Task item:
A verbatim copy of every record is required, and no pictures should be included.

Supplied material:
————————

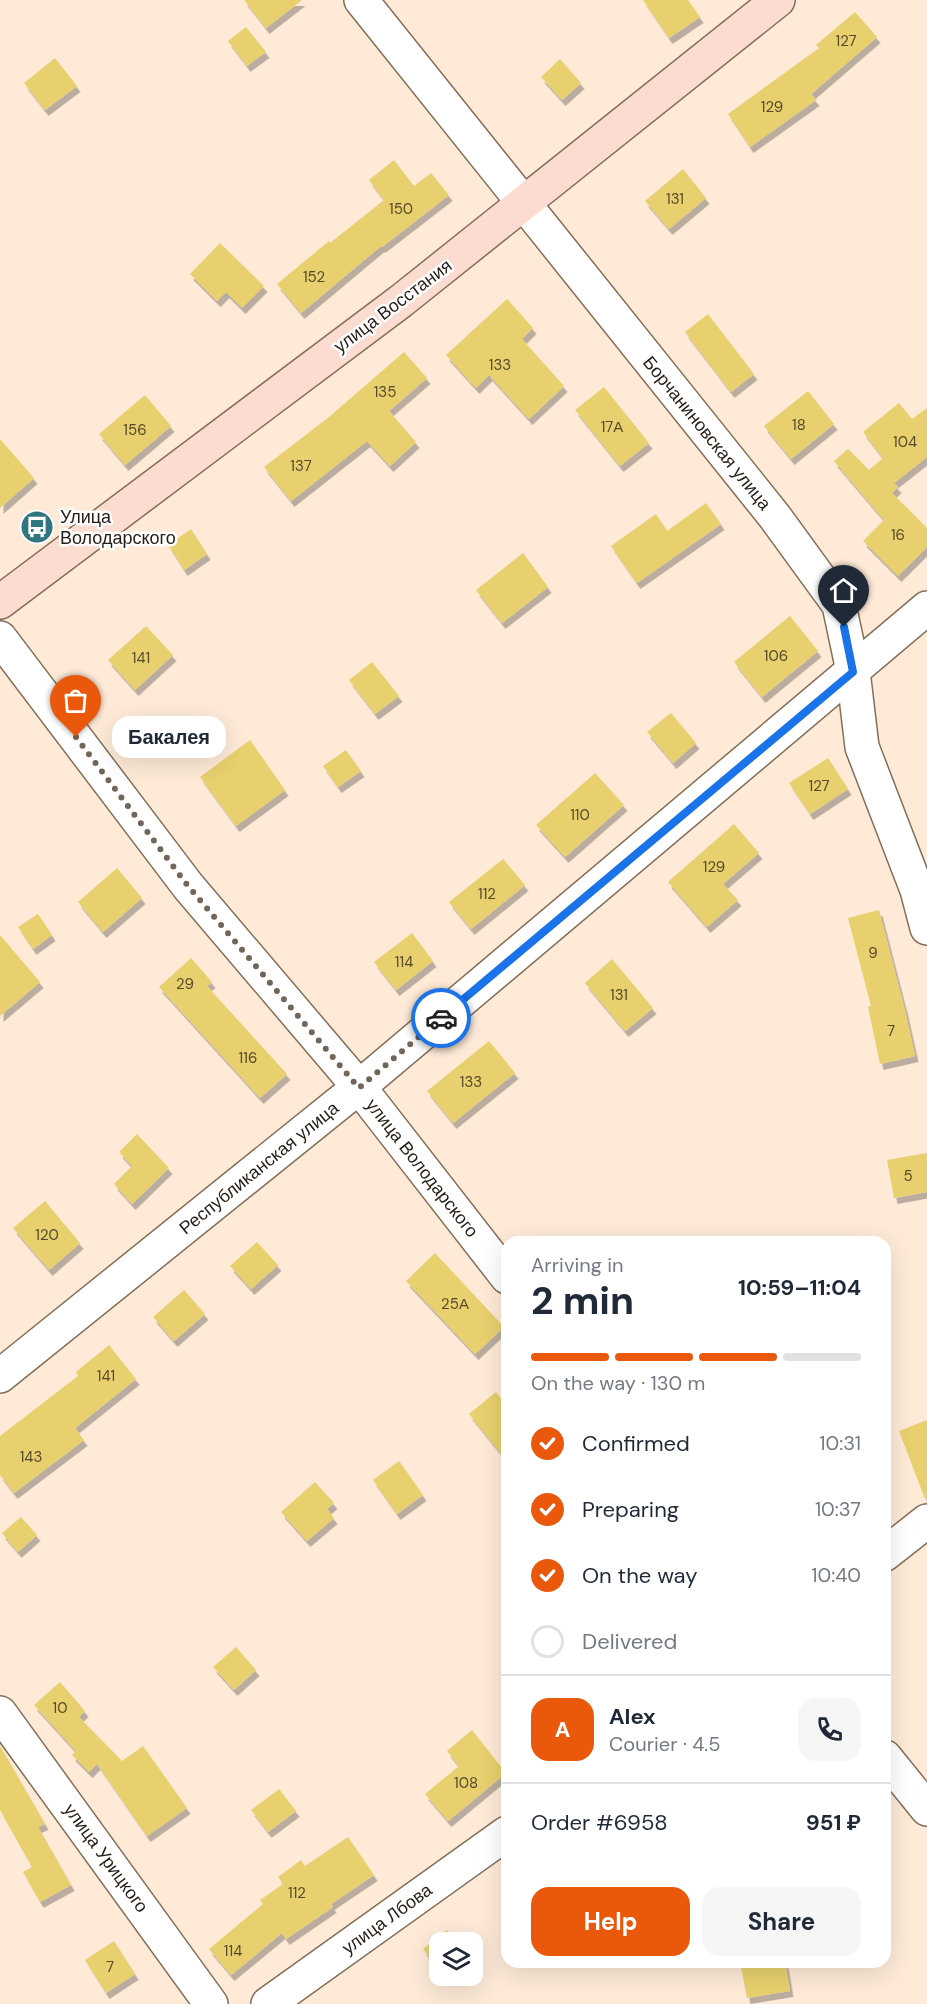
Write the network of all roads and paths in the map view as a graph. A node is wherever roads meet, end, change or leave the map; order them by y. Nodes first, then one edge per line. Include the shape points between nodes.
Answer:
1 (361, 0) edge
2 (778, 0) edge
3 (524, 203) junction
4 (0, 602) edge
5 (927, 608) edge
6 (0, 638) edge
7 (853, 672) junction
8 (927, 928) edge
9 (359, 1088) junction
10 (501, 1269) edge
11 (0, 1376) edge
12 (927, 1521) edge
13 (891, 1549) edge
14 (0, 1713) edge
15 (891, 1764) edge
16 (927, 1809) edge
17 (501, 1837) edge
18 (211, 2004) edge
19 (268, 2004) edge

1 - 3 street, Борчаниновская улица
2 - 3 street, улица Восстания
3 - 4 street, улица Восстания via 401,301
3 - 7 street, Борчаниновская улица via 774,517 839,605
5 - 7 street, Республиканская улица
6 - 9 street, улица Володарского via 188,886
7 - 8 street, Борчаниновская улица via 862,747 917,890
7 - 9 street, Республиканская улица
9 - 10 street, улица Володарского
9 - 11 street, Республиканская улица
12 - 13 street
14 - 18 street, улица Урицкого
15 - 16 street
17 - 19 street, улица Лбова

————————

Solved exercise:
Write the network of all roads and paths in the map view as a graph. A node is wherever roads meet, end, change or leave the map; order them by y. Nodes first, then one edge per line. Include the shape points between nodes.
Answer:
1 (361, 0) edge
2 (778, 0) edge
3 (524, 203) junction
4 (0, 602) edge
5 (927, 608) edge
6 (0, 638) edge
7 (853, 672) junction
8 (927, 928) edge
9 (359, 1088) junction
10 (501, 1269) edge
11 (0, 1376) edge
12 (927, 1521) edge
13 (891, 1549) edge
14 (0, 1713) edge
15 (891, 1764) edge
16 (927, 1809) edge
17 (501, 1837) edge
18 (211, 2004) edge
19 (268, 2004) edge

1 - 3 street, Борчаниновская улица
2 - 3 street, улица Восстания
3 - 4 street, улица Восстания via 401,301
3 - 7 street, Борчаниновская улица via 774,517 839,605
5 - 7 street, Республиканская улица
6 - 9 street, улица Володарского via 188,886
7 - 8 street, Борчаниновская улица via 862,747 917,890
7 - 9 street, Республиканская улица
9 - 10 street, улица Володарского
9 - 11 street, Республиканская улица
12 - 13 street
14 - 18 street, улица Урицкого
15 - 16 street
17 - 19 street, улица Лбова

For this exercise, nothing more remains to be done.